II. Amendments and Cancellations
Where the Purchaser has placed an order, the Purchaser shall retain the right to cancel the entirety of the order, or amend the order, provided that this is properly communicated in writing to the Seller prior to the collection of the Goods.
III. Collection of Orders
Following the placing of an order by the Purchaser, in accordance with the order process above:
(a). the Purchaser shall collect each order from the Collection Location; and
(b). the order shall be collected on the Requested Collection Date as set out within the relevant order; and
(c). time is of the essence in relation to the Seller's obligation to make the order available on the Requested Collection Date; and
(d). the order shall be deemed to be collected when the Purchaser has collected and removed the order from the Collection Location.
6. The Goods
I. Standard of the Goods
The Seller must ensure that the Goods supplied to the Purchaser under this Agreement:
(a). are of satisfactory quality within the meaning of the Sale of Goods Act 1979 (as amended); and
(b). are fit for any and all purposes held out by the Seller and made known to the Seller by the Purchaser; and
(c). correspond with any description and any sample provided by the Seller; and
(d). comply with any quality, safety, labelling and licensing requirements specific to the Goods and the manufacture of the Goods (as set out in any relevant regulation or statutory provision); and
(e). are free from any defects in workmanship, materials and design and shall remain free of such defects for a period of ________ months after the Date of Collection.
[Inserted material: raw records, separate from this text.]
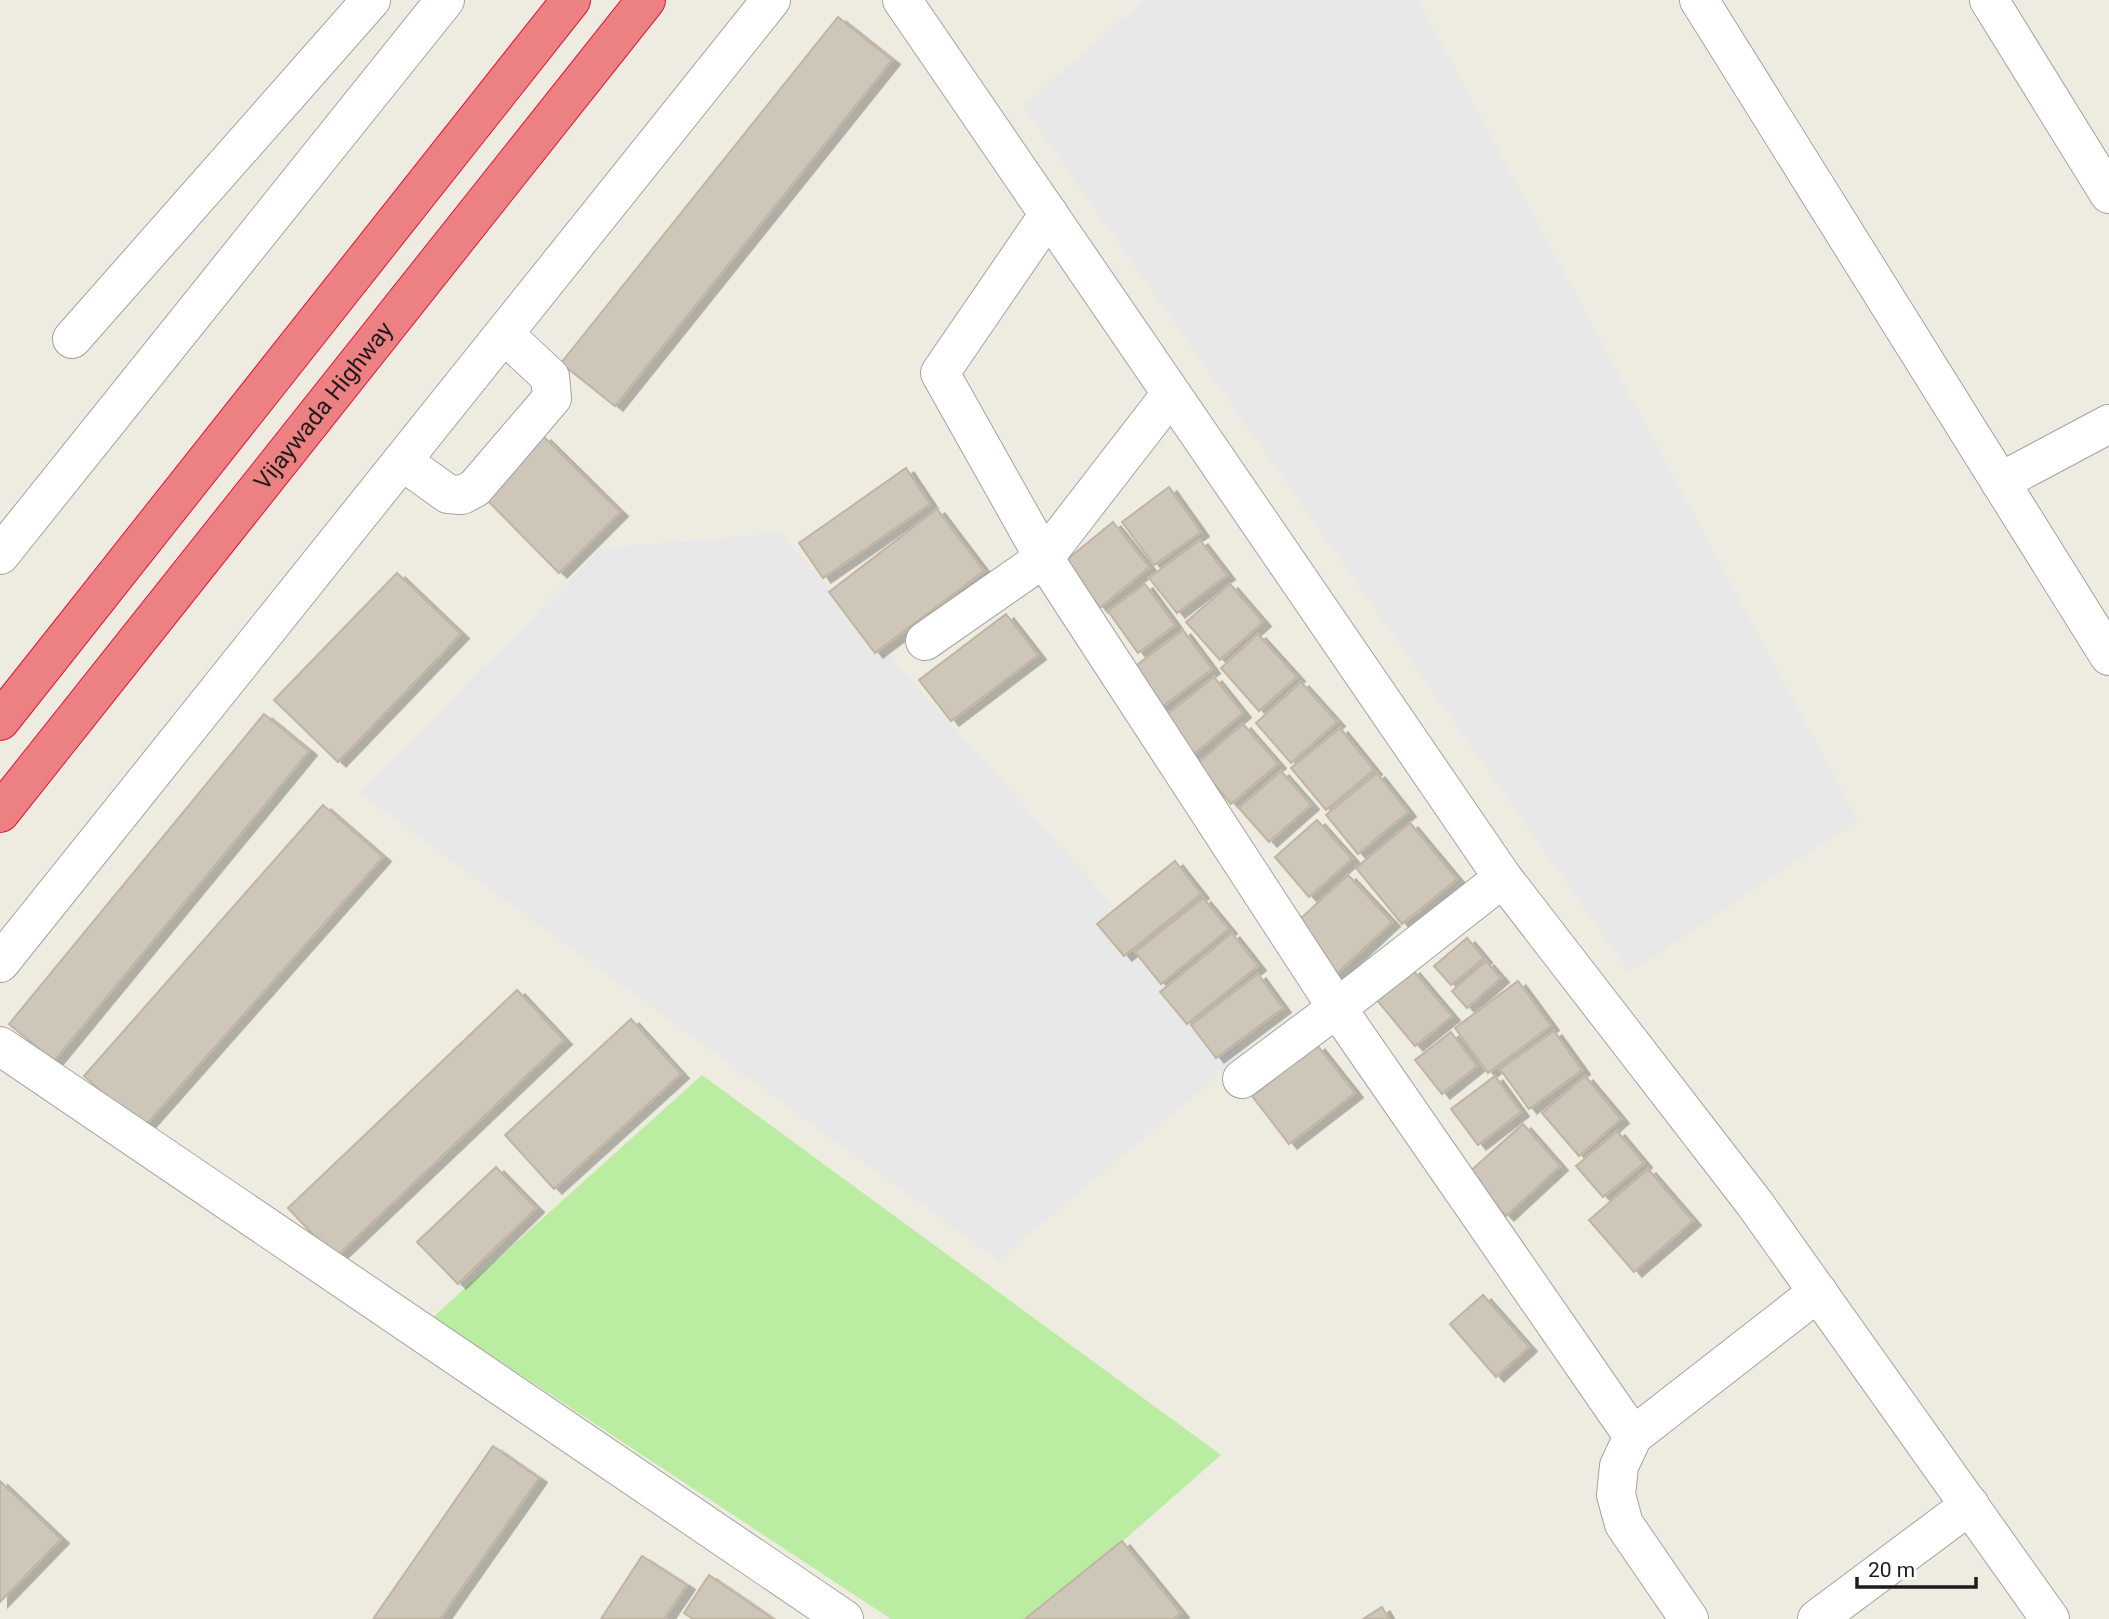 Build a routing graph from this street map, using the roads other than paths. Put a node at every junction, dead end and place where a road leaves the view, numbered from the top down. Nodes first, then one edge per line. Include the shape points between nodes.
1 (371, 0) edge
2 (445, 0) edge
3 (571, 0) edge
4 (646, 0) edge
5 (771, 0) edge
6 (902, 0) edge
7 (1699, 0) edge
8 (1989, 0) edge
9 (2109, 194) edge
10 (1049, 215) junction
11 (504, 334) junction
12 (72, 339) dead end
13 (1171, 394) junction
14 (2109, 424) edge
15 (402, 461) junction
16 (2000, 482) junction
17 (0, 555) edge
18 (1044, 558) junction
19 (925, 641) dead end
20 (2109, 656) edge
21 (0, 721) edge
22 (0, 813) edge
23 (1503, 878) junction
24 (0, 963) edge
25 (1337, 1008) junction
26 (0, 1046) edge
27 (1242, 1079) dead end
28 (1818, 1292) junction
29 (1633, 1436) junction
30 (1969, 1505) junction
31 (844, 1619) edge
32 (1689, 1619) edge
33 (1816, 1619) edge
34 (2050, 1619) edge

1 - 12 street
2 - 17 street
3 - 21 highway
4 - 22 highway, Vijaywada Highway
5 - 11 street
6 - 10 street
7 - 16 street
8 - 9 street
10 - 13 street
10 - 18 street via 940,373
11 - 15 street
11 - 15 street via 550,377 552,398 475,488 462,495 448,494
13 - 18 street
13 - 23 street
14 - 16 street
15 - 24 street
16 - 20 street
18 - 19 street
18 - 25 street
23 - 25 street
23 - 28 street
25 - 27 street
25 - 29 street
26 - 31 street
28 - 29 street
28 - 30 street
29 - 32 street via 1619,1466 1616,1495 1624,1524
30 - 33 street
30 - 34 street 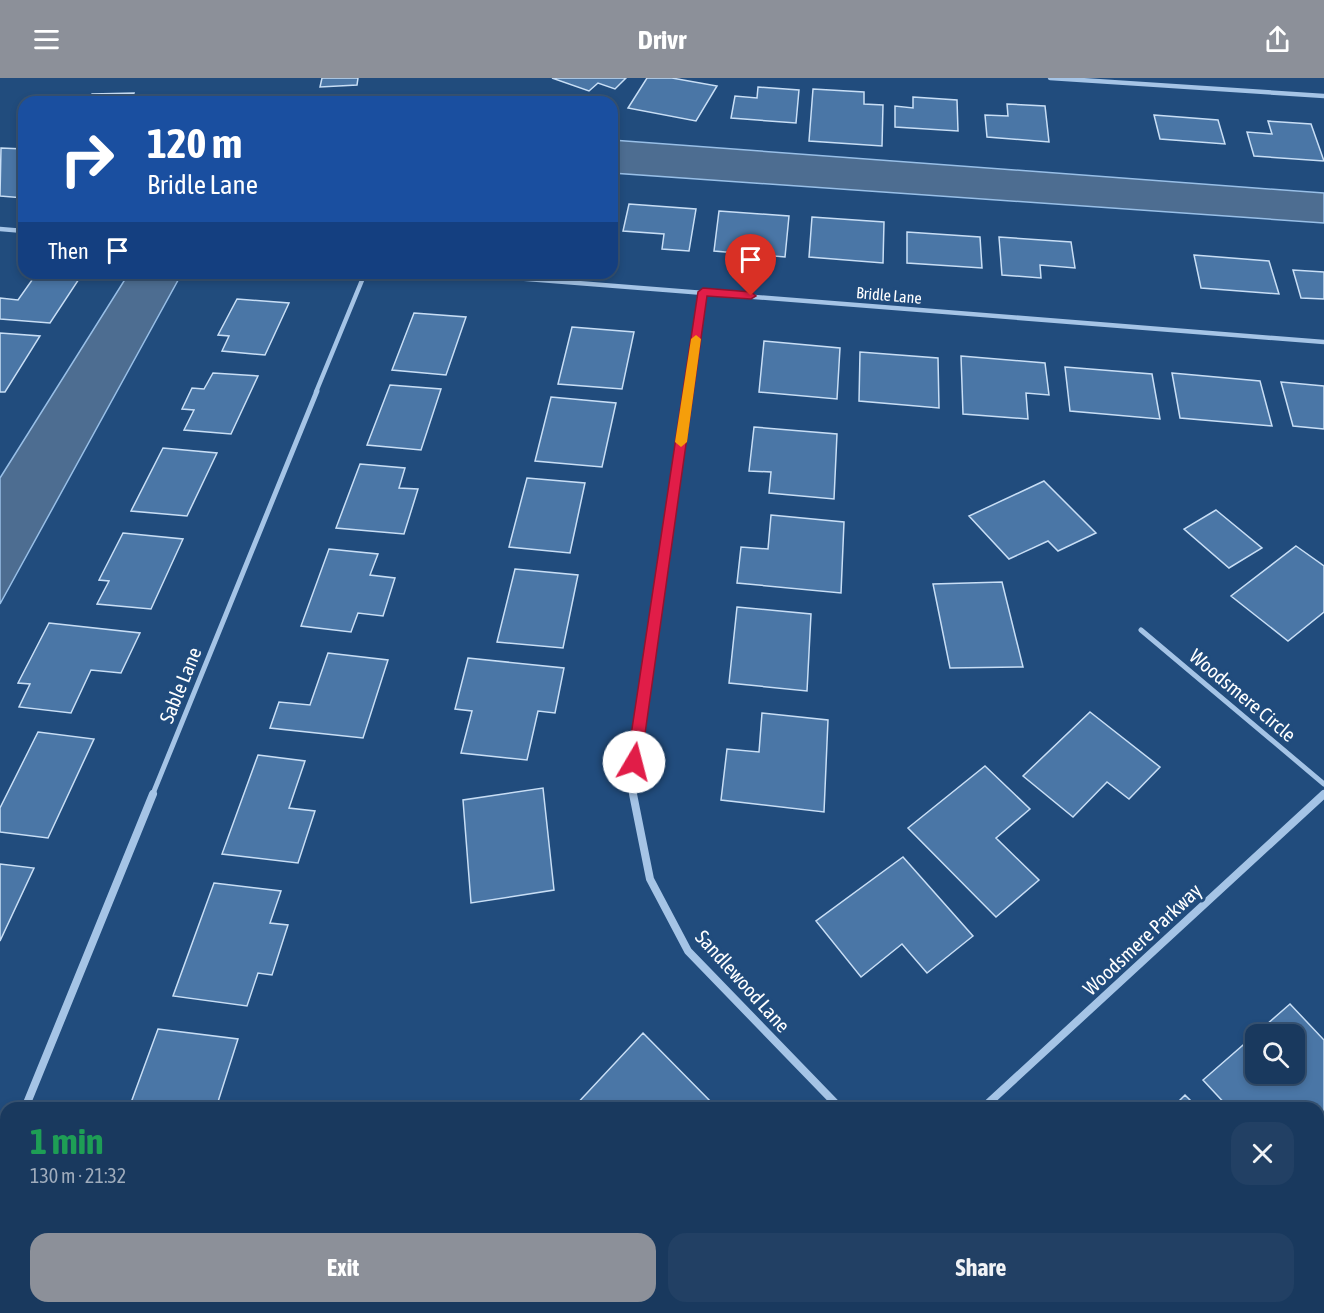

II. Right to Inspect and Reject
The Purchaser shall:
(a). have a reasonable period of time after the Date of Collection to inspect the Goods before they are deemed to be accepted by the Purchaser; and
(b). in any circumstance where the Goods do not meet the requirements set out in the relevant subsection above (Standard of the Goods), and are therefore defective, have the right, subject to any other rights and conditions set out in this subsection, to reject the Goods by providing a written notification (Notice of Rejection) to the Seller; and
(c). any Notice of Rejection must:
(i). be served in writing; and
(ii). set out all the relevant details in relation to the defects; and
(iii). where the defects are discovered upon initial inspection and before the Goods have been deemed to be accepted, be served within five Business Days from the Date of Collection; or
(iv). where the defects are latent and are discovered after the Goods have been deemed to be accepted, be served within ten Business Days from the date on which the defect was discovered.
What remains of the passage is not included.